**What you should do**
Transcribe each record as written.

Working data Block Start

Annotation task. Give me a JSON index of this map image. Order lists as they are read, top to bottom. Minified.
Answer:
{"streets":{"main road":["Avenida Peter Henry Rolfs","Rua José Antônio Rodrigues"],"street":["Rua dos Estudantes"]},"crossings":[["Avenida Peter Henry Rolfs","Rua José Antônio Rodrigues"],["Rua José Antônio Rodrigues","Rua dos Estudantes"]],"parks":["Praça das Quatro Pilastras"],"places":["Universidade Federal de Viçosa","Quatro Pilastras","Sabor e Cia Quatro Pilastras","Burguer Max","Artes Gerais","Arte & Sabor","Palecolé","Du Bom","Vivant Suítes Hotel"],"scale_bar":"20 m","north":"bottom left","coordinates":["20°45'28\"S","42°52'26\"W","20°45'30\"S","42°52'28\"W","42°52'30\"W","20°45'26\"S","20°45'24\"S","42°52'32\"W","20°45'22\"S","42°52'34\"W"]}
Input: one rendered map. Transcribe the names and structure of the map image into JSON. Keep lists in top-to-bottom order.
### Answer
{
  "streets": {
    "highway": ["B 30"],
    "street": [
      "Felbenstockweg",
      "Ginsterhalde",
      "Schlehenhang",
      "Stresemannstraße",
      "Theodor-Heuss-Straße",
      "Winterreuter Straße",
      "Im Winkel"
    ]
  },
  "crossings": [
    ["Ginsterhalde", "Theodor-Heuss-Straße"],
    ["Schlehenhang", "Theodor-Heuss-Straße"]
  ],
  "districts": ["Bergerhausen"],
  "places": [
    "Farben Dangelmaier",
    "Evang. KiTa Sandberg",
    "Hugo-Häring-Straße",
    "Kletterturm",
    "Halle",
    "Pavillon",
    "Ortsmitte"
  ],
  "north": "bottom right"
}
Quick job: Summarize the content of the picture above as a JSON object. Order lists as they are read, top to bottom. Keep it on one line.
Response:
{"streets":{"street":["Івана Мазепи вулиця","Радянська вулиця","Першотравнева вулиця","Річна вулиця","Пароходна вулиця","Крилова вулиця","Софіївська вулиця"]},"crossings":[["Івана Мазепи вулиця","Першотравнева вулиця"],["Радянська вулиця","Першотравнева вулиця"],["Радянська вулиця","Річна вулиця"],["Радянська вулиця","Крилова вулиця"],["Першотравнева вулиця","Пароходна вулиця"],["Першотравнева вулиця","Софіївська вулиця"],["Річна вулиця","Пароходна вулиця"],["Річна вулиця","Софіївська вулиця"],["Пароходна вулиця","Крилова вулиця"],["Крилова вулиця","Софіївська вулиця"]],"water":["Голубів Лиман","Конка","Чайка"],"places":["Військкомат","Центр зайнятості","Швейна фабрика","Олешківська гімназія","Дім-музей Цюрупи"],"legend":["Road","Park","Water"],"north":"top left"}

Working data Block End

**Task response**
Annotation task. Give me a JSON index of this map image. Order lists as they are read, top to bottom. Minified.
Answer:
{"streets":{"main road":["Avenida Peter Henry Rolfs","Rua José Antônio Rodrigues"],"street":["Rua dos Estudantes"]},"crossings":[["Avenida Peter Henry Rolfs","Rua José Antônio Rodrigues"],["Rua José Antônio Rodrigues","Rua dos Estudantes"]],"parks":["Praça das Quatro Pilastras"],"places":["Universidade Federal de Viçosa","Quatro Pilastras","Sabor e Cia Quatro Pilastras","Burguer Max","Artes Gerais","Arte & Sabor","Palecolé","Du Bom","Vivant Suítes Hotel"],"scale_bar":"20 m","north":"bottom left","coordinates":["20°45'28\"S","42°52'26\"W","20°45'30\"S","42°52'28\"W","42°52'30\"W","20°45'26\"S","20°45'24\"S","42°52'32\"W","20°45'22\"S","42°52'34\"W"]}
Input: one rendered map. Transcribe the names and structure of the map image into JSON. Keep lists in top-to-bottom order.
### Answer
{
  "streets": {
    "highway": ["B 30"],
    "street": [
      "Felbenstockweg",
      "Ginsterhalde",
      "Schlehenhang",
      "Stresemannstraße",
      "Theodor-Heuss-Straße",
      "Winterreuter Straße",
      "Im Winkel"
    ]
  },
  "crossings": [
    ["Ginsterhalde", "Theodor-Heuss-Straße"],
    ["Schlehenhang", "Theodor-Heuss-Straße"]
  ],
  "districts": ["Bergerhausen"],
  "places": [
    "Farben Dangelmaier",
    "Evang. KiTa Sandberg",
    "Hugo-Häring-Straße",
    "Kletterturm",
    "Halle",
    "Pavillon",
    "Ortsmitte"
  ],
  "north": "bottom right"
}
Quick job: Summarize the content of the picture above as a JSON object. Order lists as they are read, top to bottom. Keep it on one line.
Response:
{"streets":{"street":["Івана Мазепи вулиця","Радянська вулиця","Першотравнева вулиця","Річна вулиця","Пароходна вулиця","Крилова вулиця","Софіївська вулиця"]},"crossings":[["Івана Мазепи вулиця","Першотравнева вулиця"],["Радянська вулиця","Першотравнева вулиця"],["Радянська вулиця","Річна вулиця"],["Радянська вулиця","Крилова вулиця"],["Першотравнева вулиця","Пароходна вулиця"],["Першотравнева вулиця","Софіївська вулиця"],["Річна вулиця","Пароходна вулиця"],["Річна вулиця","Софіївська вулиця"],["Пароходна вулиця","Крилова вулиця"],["Крилова вулиця","Софіївська вулиця"]],"water":["Голубів Лиман","Конка","Чайка"],"places":["Військкомат","Центр зайнятості","Швейна фабрика","Олешківська гімназія","Дім-музей Цюрупи"],"legend":["Road","Park","Water"],"north":"top left"}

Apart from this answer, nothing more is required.